In between come the two concertos. The Harp Concertino 
          also written in America (1952) is a really beautiful work, compactly 
          presented in a single movement. The writing is highly idiomatic and 
          typically French in style (Debussy and Ravel never far away), well suited 
          to the instrument, and exploring many of its achievable effects. By 
          way of contrast the second of his violin concertos (1949/50), begins 
          astringently in a rather unclear and even threatening idiom, but then 
          blossoms into a full Korngold-flowering of highly lyrical music. Like 
          the Second Piano Concerto by Brahms (a strong influence) it is a four-movement, 
          almost symphonic, structure, cadenzas abound, virtuosic playing is called 
          for. It is one of the last in the mould of the great Romantic violin 
          concertos. Dohnanyi may have encouraged his younger compatriots, Bartók 
          and Kodaly but he certainly never wrote like them, although all three 
          imbue their music with a true Hungarian flavour. 
        
 
        
The music is given fine performances by all concerned. 

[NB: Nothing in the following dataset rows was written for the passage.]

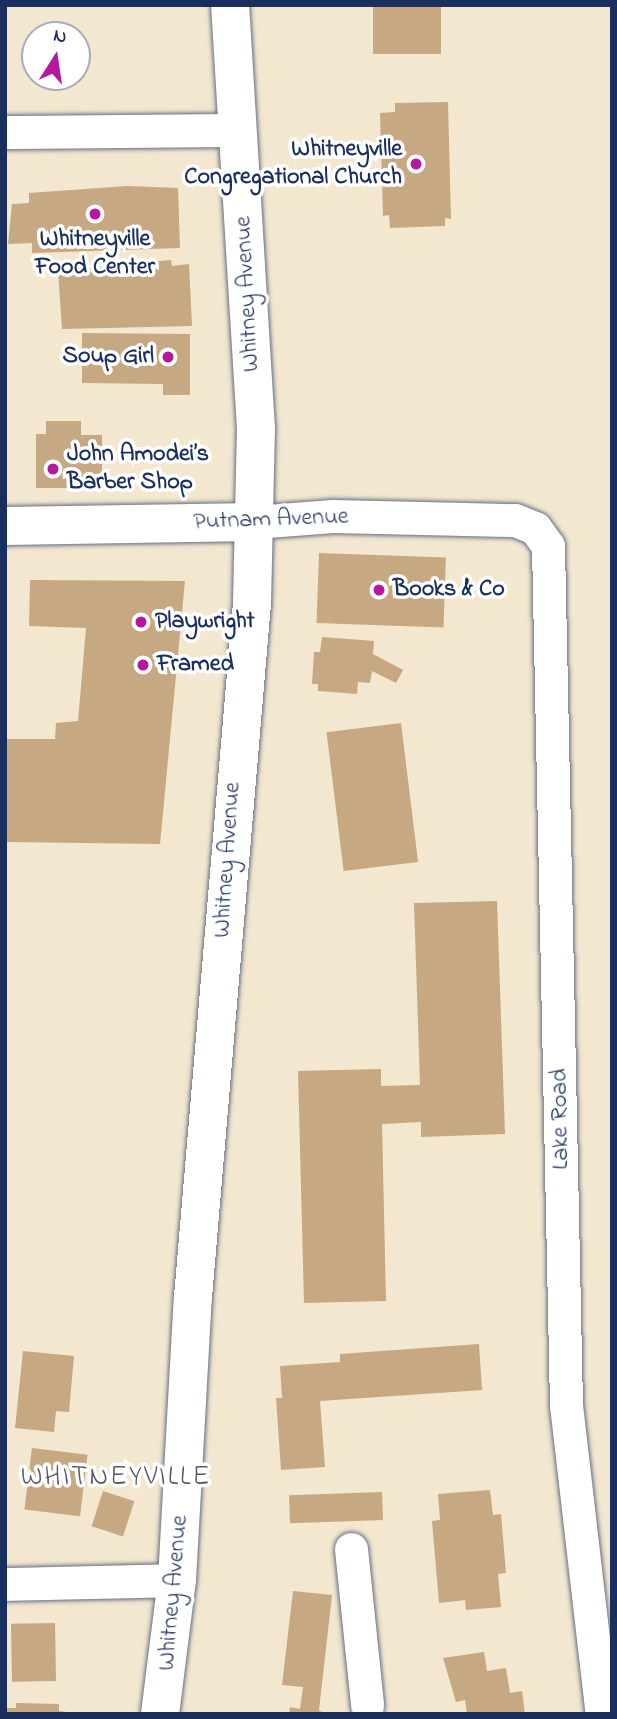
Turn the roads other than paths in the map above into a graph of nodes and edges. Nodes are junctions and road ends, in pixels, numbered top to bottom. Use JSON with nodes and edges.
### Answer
{"nodes":[{"id":1,"x":230,"y":5,"type":"edge"},
{"id":2,"x":239,"y":130,"type":"junction"},
{"id":3,"x":5,"y":132,"type":"edge"},
{"id":4,"x":254,"y":522,"type":"junction"},
{"id":5,"x":5,"y":526,"type":"edge"},
{"id":6,"x":535,"y":528,"type":"joint"},
{"id":7,"x":351,"y":1549,"type":"dead end"},
{"id":8,"x":177,"y":1580,"type":"junction"},
{"id":9,"x":5,"y":1584,"type":"edge"},
{"id":10,"x":367,"y":1705,"type":"dead end"},
{"id":11,"x":160,"y":1714,"type":"edge"},
{"id":12,"x":602,"y":1714,"type":"edge"}],
"edges":[{"from":1,"to":2,"type":"main road","name":"Whitney Avenue"},
{"from":2,"to":3,"type":"street"},
{"from":2,"to":4,"type":"main road","name":"Whitney Avenue"},
{"from":4,"to":5,"type":"main road","name":"Putnam Avenue"},
{"from":4,"to":6,"type":"street","name":"Putnam Avenue"},
{"from":4,"to":8,"type":"main road","name":"Whitney Avenue"},
{"from":6,"to":12,"type":"street","name":"Lake Road"},
{"from":7,"to":10,"type":"street"},
{"from":8,"to":9,"type":"street"},
{"from":8,"to":11,"type":"main road","name":"Whitney Avenue"}]}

          Janice Graham vacates her Leader’s desks (with the English Sinfonia 
          featured here and the BBC National Orchestra of Wales) and rises to 
          the tricky demands of the concerto with sweet-toned, full-blooded playing. 
          In the Harp Concertino Lucy Wakeford is outstanding. The American conductor 
          John Farrer secures fine playing from the English Sinfonia, an orchestra 
          with a chequered past but, on the basis of this recording, a bright 
          future. It makes a good companion disc to the ones of Dohnanyi’s music 
          issued by Chandos (CHAN 9733) of the Suite, Nursery Theme Variations, 
          and a larger, four-movement selection (including the Wedding Waltz) 
          from the Veil of Pierette, with the BBC Philharmonic under Matthias 
          Bamert three years ago, and the two companion discs of the two symphonies 
          (CHAN 9647 and CHAN 9455 respectively).